2. "METHOD", according to claim 1, characterized by comprising identifying a recursive procedure in AST, and transforming the recursive procedure into an iterative form, by expanding or flattening (block 205) the procedures by removing the recursive definition and reformulating the recursive definition of the procedure into an iterative or similar form.
3. “METHOD”, according to claim 1, characterized by comprising the identification of indirect procedure calls AST, and the conversion of indirect procedure calls to tables or switch nodes in AST; indirect function call procedures are detected and converted to table and switch nodes by expansion or flattening which comprises placing the indirectly referenced function in-line or constructing the AST to remove in one direction and updating the global procedure table to connect each AST with the procedure name or similar identifier.
4. “METHOD”, according to claim 1, characterized in that the traversal further comprises repairing a global procedure table; calling expanding procedures, and searching for each explicit procedure call seen in the global procedure table to identify and retrieve the associated AST for insertion into the functional data flowchart.
5. "METHOD", according to claim 1, further characterized by comprising the creation of nodes representing initial global variable values, and the addition of nodes representing the initial global variable values as input nodes for AST.

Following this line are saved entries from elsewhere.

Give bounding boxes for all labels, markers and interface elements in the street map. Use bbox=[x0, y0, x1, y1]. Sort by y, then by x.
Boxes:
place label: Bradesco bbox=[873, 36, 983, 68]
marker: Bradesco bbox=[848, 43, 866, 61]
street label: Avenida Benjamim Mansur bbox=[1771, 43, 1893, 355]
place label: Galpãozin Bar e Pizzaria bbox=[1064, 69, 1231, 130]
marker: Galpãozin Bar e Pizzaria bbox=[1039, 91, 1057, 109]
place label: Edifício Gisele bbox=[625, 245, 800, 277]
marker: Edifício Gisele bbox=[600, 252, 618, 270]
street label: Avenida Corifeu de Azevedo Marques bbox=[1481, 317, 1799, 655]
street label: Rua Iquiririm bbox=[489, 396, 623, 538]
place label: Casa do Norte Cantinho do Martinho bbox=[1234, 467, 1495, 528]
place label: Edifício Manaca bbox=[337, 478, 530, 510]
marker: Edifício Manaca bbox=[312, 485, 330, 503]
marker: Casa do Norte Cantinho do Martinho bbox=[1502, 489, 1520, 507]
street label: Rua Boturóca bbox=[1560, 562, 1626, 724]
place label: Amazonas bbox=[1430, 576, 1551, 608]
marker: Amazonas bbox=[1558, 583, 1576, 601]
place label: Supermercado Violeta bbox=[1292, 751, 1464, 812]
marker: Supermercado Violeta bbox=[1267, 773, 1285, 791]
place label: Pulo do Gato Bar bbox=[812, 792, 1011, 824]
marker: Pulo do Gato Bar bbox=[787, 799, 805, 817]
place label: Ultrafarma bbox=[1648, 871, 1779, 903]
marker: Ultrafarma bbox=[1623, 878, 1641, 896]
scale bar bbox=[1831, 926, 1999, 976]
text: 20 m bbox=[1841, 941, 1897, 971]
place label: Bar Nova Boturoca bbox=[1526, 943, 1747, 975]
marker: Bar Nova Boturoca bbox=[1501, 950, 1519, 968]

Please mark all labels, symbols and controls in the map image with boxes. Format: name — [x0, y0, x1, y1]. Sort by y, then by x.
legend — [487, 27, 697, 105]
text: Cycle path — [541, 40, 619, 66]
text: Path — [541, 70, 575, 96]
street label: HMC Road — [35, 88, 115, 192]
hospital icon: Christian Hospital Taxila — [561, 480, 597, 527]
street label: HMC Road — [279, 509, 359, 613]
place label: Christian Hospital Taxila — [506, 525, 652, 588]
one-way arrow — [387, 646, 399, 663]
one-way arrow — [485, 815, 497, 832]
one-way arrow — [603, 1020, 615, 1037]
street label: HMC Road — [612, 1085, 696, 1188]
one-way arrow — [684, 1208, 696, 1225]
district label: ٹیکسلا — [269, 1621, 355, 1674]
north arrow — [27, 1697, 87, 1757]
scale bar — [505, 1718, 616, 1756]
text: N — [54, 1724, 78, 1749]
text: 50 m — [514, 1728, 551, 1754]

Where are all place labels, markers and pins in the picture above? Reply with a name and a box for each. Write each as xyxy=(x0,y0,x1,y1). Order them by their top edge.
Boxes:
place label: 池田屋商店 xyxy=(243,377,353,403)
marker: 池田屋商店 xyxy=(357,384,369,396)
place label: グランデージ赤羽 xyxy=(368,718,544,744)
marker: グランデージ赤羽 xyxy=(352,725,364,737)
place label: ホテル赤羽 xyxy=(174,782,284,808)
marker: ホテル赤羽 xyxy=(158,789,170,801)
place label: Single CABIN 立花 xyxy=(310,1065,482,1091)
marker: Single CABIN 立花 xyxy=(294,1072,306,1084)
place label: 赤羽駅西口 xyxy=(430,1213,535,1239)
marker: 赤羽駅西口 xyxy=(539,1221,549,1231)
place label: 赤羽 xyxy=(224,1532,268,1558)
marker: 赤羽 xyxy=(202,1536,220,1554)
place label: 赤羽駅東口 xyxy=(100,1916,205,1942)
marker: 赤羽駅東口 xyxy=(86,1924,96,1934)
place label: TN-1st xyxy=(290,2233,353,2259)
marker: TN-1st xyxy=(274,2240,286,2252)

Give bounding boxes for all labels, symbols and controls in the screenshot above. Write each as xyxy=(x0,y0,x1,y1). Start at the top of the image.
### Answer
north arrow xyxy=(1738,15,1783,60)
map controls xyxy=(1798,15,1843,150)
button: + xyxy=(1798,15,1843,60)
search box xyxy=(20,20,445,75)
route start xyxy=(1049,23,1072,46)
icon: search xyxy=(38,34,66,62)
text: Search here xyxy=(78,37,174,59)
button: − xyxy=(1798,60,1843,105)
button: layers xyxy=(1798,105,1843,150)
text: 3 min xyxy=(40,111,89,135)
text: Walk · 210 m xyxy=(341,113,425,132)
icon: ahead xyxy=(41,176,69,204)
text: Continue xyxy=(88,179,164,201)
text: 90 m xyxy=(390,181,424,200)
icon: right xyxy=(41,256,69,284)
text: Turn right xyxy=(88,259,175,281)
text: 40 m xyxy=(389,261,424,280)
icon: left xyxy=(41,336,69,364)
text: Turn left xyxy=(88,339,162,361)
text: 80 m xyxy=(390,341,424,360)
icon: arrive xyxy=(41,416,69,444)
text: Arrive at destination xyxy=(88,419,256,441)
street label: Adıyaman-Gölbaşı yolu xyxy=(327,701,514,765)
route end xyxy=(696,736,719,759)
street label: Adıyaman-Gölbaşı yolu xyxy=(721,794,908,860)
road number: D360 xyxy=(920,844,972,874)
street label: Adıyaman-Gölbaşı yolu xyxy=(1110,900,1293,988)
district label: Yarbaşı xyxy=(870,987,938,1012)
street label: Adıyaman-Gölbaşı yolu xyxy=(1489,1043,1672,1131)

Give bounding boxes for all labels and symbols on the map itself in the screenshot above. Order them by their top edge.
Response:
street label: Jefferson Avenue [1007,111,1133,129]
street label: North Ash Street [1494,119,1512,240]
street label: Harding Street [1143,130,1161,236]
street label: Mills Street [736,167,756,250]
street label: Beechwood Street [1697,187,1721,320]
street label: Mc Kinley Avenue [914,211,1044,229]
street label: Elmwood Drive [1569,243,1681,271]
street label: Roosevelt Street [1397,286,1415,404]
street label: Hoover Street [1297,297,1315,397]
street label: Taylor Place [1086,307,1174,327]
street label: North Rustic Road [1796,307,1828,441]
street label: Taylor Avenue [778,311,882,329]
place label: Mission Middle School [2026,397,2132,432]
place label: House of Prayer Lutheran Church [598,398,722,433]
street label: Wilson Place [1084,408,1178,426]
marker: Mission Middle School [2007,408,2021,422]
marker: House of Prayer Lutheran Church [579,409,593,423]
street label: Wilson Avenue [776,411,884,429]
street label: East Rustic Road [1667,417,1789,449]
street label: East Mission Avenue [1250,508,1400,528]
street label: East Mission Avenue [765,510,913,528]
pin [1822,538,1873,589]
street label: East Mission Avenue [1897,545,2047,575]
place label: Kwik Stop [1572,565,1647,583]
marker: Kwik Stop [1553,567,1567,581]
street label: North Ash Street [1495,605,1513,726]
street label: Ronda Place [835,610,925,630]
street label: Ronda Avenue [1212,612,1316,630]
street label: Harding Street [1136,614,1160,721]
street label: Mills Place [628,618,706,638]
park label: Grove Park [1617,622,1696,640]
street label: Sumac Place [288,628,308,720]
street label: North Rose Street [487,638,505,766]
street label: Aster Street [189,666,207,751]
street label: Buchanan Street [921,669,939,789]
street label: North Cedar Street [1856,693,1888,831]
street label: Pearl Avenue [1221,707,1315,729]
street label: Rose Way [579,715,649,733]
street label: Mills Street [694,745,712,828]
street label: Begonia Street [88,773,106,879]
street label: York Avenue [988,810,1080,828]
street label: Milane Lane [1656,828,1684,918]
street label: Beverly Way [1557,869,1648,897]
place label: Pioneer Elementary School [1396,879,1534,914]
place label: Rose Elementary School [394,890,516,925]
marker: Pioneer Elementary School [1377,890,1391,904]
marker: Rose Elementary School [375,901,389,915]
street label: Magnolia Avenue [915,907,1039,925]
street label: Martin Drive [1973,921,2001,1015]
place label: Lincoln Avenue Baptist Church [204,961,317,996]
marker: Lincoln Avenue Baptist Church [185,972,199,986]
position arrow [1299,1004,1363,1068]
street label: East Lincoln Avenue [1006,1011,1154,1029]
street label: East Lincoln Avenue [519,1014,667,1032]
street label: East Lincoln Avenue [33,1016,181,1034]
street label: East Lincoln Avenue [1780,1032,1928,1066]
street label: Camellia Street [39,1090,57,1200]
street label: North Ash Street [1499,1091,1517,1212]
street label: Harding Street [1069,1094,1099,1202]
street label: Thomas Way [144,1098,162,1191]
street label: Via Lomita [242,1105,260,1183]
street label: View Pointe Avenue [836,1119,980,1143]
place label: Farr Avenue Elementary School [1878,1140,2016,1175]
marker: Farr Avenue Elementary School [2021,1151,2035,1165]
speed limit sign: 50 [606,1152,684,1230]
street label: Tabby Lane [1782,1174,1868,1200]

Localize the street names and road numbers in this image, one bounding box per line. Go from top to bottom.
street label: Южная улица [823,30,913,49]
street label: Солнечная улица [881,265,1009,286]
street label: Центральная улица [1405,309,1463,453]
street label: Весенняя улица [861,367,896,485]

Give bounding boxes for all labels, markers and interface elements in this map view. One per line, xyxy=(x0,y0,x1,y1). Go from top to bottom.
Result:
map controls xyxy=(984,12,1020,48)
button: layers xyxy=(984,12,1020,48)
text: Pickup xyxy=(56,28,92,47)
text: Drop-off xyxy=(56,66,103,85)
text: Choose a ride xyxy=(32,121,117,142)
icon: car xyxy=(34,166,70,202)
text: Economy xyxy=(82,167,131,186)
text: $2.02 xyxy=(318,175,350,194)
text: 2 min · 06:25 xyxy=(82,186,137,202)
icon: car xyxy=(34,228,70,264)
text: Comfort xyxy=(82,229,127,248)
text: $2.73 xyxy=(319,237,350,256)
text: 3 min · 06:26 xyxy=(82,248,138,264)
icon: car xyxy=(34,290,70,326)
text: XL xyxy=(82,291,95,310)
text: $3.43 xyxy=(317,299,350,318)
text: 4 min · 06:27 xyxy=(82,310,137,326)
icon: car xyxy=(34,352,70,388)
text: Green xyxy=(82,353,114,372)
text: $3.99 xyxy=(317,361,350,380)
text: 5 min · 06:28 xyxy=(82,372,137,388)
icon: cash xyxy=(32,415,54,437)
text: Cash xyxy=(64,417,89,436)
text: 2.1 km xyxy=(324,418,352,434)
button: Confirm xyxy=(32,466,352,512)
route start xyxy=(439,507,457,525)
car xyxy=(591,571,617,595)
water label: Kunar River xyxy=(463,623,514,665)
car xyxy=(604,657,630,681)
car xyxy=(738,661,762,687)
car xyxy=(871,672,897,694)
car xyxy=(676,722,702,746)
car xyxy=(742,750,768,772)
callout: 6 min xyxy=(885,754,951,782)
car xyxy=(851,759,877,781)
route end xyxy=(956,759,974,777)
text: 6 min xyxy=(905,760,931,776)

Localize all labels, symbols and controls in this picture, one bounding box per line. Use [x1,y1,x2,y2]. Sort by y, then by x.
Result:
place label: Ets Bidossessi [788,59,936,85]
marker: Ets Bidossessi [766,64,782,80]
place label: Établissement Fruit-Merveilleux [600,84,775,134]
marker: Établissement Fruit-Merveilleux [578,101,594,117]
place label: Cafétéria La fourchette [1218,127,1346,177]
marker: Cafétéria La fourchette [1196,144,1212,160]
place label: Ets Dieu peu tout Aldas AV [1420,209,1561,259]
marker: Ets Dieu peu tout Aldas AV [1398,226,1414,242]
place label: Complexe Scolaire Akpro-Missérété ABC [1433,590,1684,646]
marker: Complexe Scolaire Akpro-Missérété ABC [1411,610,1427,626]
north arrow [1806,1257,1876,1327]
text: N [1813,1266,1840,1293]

6. “METHOD”, according to claim 1, characterized in that the construction of the cross-sectional representation comprises the analysis of program code to identify control structures governing alternative reports, and the transformation of each control structure into a subgraph with a conditioning function and with alternative reports represented to separate paths in the graph that subsequently merge and loop. Petition 870220019259, dated 07 / 03 / 2022, p. 54 / 102 3 / 4 7. "METHOD", according to claim 8, characterized by comprising linking the subgraph structure to the functional data flowchart through the input and output interfaces of linking the subgraph structure to surround the nodes of the functional data flowchart.
8. "METHOD", according to claim 1, characterized by further comprising a flowchart of output data from the program to a compiler to guide the parallelized compilation of the program.
9. "METHOD", according to claim 1, further characterized by determining whether a loop can be executed in parallel, by: a) collecting the index values for all array accesses for the loop, distinguishing referenced values from assigned values, also collecting addresses / references for all array assignment nodes in the graph; b) collecting addresses or references of all array assignment nodes in the functional dependency graph; c) if there are only assignments for one array, skip to i); d) determining for each assignment node the array dependencies through a pre-order, firstly, through the posterior cross-sectional graph of the node to start the loop.e) accumulate a list of matrix dependencies from the result of preorder traversals, for each matrix referenced in the loop; f) expand the dependencies for each matrix; g) determine disjoint sets of matrix dependencies; h) process each defined matrix dependency separately; i) compare the maximum reference index with the minimum assignment index, for each matrix in a set of dependencies; j) if all matrices have reference indices less than or equal to their assignment indices, the loop can be processed in parallel; Petition 870220019259, dated 07 / 03 / 2022, page 55 / 102 4 / 4 k) rewrite the loop as a series of set operations, if the loop can be processed in parallel; l) if there is only one index value, the set operations are overwritten; otherwise, new set operations are created and written; m) repeating i) and processing the next set of dependencies.
10. "Non-transient machine-readable medium having instructions stored therein," which, when executed by a computer system, implements a method according to any one of claims 1 through 8.